Filter the records for "nodes" and keep each line that has it.

→ Exercise input:
BEGIN

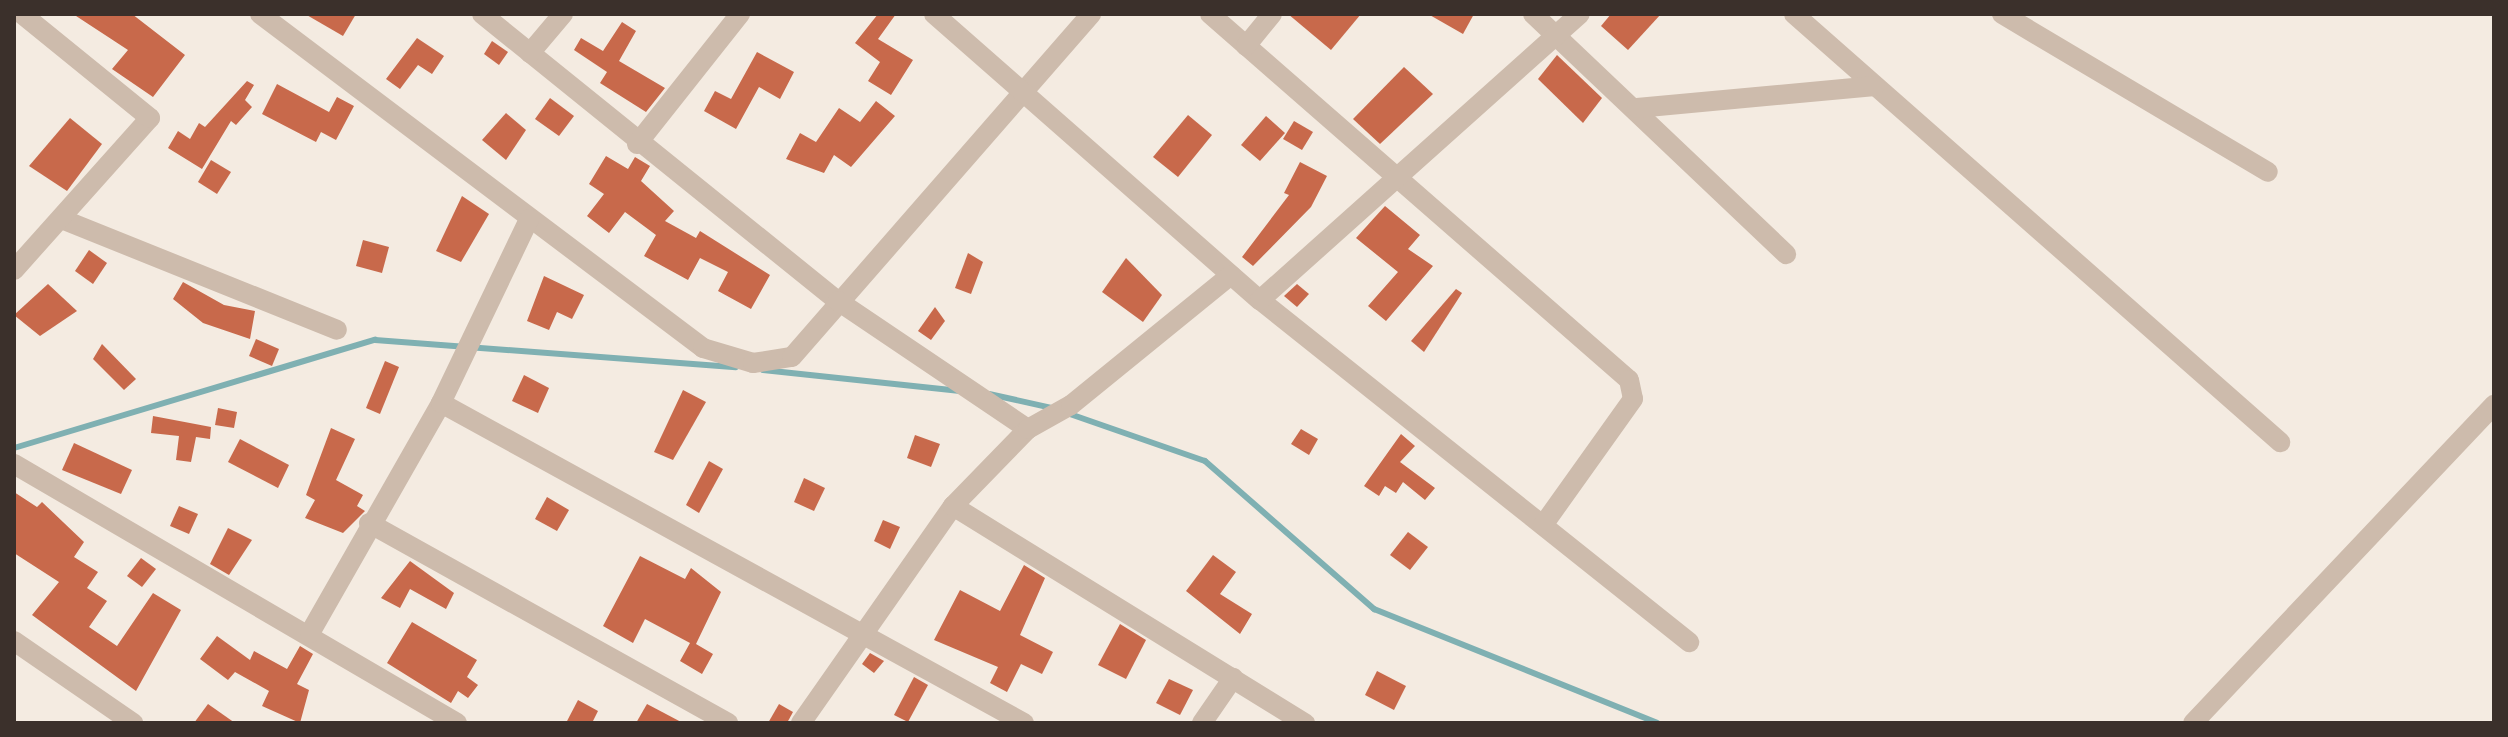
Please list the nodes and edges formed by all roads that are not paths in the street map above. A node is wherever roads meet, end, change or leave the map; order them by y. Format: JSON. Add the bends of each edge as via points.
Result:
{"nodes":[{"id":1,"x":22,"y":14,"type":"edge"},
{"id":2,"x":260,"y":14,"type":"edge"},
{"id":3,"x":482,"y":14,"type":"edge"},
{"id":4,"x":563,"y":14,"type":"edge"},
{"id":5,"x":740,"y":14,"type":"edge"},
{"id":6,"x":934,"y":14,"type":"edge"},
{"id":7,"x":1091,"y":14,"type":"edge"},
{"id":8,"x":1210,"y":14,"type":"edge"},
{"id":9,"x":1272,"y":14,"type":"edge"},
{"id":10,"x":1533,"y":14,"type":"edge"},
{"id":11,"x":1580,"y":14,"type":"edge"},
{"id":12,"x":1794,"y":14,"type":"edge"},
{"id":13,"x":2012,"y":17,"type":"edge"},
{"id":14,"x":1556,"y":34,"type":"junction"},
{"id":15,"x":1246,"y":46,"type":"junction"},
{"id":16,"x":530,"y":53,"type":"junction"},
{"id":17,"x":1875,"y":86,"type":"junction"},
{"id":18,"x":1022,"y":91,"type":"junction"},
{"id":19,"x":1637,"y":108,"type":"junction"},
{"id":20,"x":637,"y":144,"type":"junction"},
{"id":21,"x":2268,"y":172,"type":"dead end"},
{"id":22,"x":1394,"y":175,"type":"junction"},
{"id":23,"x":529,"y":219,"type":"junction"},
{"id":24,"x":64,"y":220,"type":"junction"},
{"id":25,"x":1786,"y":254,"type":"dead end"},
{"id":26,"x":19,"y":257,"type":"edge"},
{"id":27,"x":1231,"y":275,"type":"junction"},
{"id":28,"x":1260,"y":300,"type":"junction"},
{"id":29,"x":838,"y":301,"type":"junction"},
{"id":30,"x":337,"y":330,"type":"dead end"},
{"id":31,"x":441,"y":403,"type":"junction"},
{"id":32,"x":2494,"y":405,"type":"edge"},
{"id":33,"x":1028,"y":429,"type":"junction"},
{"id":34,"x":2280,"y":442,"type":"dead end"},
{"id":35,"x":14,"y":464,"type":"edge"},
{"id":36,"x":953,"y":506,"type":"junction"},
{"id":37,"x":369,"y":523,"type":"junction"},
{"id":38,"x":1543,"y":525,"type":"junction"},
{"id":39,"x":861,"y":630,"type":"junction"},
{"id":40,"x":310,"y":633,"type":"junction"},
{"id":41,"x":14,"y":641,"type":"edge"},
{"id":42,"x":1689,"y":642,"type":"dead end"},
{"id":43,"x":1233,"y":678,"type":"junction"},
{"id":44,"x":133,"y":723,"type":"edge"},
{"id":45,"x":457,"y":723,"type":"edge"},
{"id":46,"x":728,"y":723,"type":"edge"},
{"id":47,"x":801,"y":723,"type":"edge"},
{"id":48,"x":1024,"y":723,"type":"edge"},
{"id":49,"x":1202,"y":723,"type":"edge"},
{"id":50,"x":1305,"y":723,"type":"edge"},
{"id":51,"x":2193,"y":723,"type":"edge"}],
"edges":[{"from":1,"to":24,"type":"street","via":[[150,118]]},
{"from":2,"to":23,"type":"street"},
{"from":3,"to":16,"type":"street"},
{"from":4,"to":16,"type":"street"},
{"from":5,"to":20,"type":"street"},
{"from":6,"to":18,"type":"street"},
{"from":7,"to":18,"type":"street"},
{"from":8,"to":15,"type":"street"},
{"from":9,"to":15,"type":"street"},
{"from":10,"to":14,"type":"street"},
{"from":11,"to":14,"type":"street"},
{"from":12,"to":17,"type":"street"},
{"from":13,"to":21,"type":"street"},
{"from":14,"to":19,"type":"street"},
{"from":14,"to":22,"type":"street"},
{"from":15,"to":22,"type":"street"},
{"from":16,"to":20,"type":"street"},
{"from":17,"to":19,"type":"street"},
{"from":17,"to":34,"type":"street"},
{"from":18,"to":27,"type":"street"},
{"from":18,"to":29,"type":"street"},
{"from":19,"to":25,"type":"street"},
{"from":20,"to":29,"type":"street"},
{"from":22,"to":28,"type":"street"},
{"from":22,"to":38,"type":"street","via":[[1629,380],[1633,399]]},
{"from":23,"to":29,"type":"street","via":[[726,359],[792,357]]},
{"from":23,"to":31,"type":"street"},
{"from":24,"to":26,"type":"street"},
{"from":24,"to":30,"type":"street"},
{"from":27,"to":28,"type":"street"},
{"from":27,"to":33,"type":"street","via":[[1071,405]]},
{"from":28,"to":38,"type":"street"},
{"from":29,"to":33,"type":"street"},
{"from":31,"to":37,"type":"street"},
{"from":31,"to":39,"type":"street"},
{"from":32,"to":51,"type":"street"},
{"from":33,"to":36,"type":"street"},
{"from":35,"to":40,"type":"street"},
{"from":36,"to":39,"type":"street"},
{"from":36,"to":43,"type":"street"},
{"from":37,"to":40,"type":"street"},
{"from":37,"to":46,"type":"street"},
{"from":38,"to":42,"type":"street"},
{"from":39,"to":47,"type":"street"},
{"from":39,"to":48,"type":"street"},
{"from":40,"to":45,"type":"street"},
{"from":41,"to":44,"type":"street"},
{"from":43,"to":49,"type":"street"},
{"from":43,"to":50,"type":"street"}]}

END

→ Answer below:
Please list the nodes and edges formed by all roads that are not paths in the street map above. A node is wherever roads meet, end, change or leave the map; order them by y. Format: JSON. Add the bends of each edge as via points.
{"nodes":[{"id":1,"x":22,"y":14,"type":"edge"},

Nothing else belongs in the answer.